Supplied data:
--------
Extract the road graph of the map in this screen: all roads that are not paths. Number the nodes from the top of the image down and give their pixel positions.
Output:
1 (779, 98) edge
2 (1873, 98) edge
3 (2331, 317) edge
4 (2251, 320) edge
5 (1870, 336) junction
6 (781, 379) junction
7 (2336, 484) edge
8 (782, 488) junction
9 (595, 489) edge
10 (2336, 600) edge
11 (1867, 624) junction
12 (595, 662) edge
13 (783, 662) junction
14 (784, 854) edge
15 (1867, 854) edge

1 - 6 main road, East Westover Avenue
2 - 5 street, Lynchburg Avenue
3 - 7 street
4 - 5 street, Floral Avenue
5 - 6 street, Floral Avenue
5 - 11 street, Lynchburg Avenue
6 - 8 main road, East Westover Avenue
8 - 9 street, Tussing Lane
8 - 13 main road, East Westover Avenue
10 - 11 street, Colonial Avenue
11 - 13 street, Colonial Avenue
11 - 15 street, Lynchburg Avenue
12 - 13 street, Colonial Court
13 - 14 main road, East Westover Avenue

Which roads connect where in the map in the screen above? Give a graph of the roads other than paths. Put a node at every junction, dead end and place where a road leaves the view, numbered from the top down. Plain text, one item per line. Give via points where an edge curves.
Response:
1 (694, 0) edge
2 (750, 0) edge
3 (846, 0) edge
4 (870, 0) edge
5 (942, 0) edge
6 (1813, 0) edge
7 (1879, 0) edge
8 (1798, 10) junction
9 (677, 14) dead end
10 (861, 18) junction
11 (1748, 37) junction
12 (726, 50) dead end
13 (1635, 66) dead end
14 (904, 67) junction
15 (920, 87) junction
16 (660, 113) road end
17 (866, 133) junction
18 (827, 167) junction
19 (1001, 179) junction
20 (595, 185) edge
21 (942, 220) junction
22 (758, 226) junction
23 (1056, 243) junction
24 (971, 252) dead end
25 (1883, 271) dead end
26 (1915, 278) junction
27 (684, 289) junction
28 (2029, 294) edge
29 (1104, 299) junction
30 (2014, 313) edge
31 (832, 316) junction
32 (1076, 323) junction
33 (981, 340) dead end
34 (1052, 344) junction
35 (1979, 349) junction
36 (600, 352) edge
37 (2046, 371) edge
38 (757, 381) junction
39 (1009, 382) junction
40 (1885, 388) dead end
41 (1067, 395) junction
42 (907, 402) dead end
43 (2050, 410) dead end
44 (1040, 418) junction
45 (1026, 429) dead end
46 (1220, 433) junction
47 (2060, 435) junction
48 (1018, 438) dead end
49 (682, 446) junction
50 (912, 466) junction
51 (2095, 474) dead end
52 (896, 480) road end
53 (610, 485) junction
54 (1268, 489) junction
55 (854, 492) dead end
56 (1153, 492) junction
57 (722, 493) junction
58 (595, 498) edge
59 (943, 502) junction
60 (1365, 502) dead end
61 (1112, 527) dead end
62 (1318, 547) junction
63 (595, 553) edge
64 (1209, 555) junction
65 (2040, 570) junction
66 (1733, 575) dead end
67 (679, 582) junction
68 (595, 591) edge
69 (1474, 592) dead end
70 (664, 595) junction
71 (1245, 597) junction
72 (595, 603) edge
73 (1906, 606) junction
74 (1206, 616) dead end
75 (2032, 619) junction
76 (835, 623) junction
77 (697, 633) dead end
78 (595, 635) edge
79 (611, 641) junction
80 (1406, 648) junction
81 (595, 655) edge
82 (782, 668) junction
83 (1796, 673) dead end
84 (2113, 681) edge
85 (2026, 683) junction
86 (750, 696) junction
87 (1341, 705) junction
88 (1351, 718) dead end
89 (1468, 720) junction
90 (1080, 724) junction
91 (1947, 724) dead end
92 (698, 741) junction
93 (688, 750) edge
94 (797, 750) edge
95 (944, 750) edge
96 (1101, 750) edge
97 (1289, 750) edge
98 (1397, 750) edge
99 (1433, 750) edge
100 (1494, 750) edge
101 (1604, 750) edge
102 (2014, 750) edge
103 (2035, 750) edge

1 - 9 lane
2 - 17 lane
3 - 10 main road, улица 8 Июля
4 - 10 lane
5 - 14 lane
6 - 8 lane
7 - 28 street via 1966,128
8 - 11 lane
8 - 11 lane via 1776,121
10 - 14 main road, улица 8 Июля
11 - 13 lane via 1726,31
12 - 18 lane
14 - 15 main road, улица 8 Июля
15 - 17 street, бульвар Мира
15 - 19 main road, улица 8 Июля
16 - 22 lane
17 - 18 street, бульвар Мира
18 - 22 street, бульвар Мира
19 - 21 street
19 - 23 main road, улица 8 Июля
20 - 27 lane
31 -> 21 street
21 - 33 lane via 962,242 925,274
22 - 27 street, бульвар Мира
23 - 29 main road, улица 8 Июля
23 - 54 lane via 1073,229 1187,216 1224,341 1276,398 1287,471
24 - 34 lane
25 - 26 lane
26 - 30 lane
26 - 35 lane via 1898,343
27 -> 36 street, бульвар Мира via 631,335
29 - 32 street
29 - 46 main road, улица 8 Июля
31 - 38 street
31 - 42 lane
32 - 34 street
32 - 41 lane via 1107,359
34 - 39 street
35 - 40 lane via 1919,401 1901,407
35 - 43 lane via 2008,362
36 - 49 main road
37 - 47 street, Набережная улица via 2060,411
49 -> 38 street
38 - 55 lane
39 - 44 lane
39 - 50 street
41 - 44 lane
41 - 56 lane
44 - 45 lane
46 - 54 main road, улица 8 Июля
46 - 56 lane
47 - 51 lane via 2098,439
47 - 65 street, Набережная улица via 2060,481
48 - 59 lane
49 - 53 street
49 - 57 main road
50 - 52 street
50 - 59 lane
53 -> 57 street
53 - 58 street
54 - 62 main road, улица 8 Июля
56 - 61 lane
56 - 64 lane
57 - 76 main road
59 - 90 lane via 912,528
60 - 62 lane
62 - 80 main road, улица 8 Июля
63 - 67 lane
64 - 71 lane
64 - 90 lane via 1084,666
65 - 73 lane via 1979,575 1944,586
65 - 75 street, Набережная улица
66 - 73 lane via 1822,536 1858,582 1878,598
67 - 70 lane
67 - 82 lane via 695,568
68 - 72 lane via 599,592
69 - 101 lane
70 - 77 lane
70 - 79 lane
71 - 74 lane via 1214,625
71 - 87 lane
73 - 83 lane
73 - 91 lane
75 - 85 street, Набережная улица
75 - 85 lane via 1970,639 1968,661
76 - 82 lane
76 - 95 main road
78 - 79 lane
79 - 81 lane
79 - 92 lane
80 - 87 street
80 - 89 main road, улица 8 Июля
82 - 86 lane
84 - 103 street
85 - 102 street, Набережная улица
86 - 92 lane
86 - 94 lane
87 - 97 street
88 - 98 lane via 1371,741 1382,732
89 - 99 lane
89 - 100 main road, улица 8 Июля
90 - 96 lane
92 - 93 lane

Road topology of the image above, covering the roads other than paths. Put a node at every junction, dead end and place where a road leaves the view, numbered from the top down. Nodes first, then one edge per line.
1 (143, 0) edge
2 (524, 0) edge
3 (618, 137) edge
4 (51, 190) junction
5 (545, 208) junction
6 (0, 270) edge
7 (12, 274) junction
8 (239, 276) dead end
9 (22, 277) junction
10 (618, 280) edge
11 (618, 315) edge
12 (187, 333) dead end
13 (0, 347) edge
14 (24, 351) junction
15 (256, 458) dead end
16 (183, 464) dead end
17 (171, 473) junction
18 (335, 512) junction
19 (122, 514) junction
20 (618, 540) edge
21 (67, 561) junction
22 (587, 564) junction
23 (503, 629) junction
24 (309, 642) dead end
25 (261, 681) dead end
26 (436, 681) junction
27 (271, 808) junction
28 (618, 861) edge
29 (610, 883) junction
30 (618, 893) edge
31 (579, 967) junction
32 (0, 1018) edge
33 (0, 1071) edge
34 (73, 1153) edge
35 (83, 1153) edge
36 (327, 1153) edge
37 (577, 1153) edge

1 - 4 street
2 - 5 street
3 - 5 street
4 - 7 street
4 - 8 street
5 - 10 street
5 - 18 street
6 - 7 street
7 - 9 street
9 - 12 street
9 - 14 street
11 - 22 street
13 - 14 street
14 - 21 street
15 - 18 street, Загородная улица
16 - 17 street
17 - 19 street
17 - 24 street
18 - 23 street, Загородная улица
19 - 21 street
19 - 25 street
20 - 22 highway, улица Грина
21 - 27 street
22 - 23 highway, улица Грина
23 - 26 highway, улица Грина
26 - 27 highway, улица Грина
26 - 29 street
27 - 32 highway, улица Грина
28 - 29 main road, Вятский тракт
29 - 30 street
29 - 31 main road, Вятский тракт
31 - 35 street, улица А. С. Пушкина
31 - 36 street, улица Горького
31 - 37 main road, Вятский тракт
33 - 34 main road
--------
Requirement:
Your answer should consist solely of the lines from the one containing "Road topology of" through the last line of the listing, written out word for word.

Task response:
Road topology of the image above, covering the roads other than paths. Put a node at every junction, dead end and place where a road leaves the view, numbered from the top down. Nodes first, then one edge per line.
1 (143, 0) edge
2 (524, 0) edge
3 (618, 137) edge
4 (51, 190) junction
5 (545, 208) junction
6 (0, 270) edge
7 (12, 274) junction
8 (239, 276) dead end
9 (22, 277) junction
10 (618, 280) edge
11 (618, 315) edge
12 (187, 333) dead end
13 (0, 347) edge
14 (24, 351) junction
15 (256, 458) dead end
16 (183, 464) dead end
17 (171, 473) junction
18 (335, 512) junction
19 (122, 514) junction
20 (618, 540) edge
21 (67, 561) junction
22 (587, 564) junction
23 (503, 629) junction
24 (309, 642) dead end
25 (261, 681) dead end
26 (436, 681) junction
27 (271, 808) junction
28 (618, 861) edge
29 (610, 883) junction
30 (618, 893) edge
31 (579, 967) junction
32 (0, 1018) edge
33 (0, 1071) edge
34 (73, 1153) edge
35 (83, 1153) edge
36 (327, 1153) edge
37 (577, 1153) edge

1 - 4 street
2 - 5 street
3 - 5 street
4 - 7 street
4 - 8 street
5 - 10 street
5 - 18 street
6 - 7 street
7 - 9 street
9 - 12 street
9 - 14 street
11 - 22 street
13 - 14 street
14 - 21 street
15 - 18 street, Загородная улица
16 - 17 street
17 - 19 street
17 - 24 street
18 - 23 street, Загородная улица
19 - 21 street
19 - 25 street
20 - 22 highway, улица Грина
21 - 27 street
22 - 23 highway, улица Грина
23 - 26 highway, улица Грина
26 - 27 highway, улица Грина
26 - 29 street
27 - 32 highway, улица Грина
28 - 29 main road, Вятский тракт
29 - 30 street
29 - 31 main road, Вятский тракт
31 - 35 street, улица А. С. Пушкина
31 - 36 street, улица Горького
31 - 37 main road, Вятский тракт
33 - 34 main road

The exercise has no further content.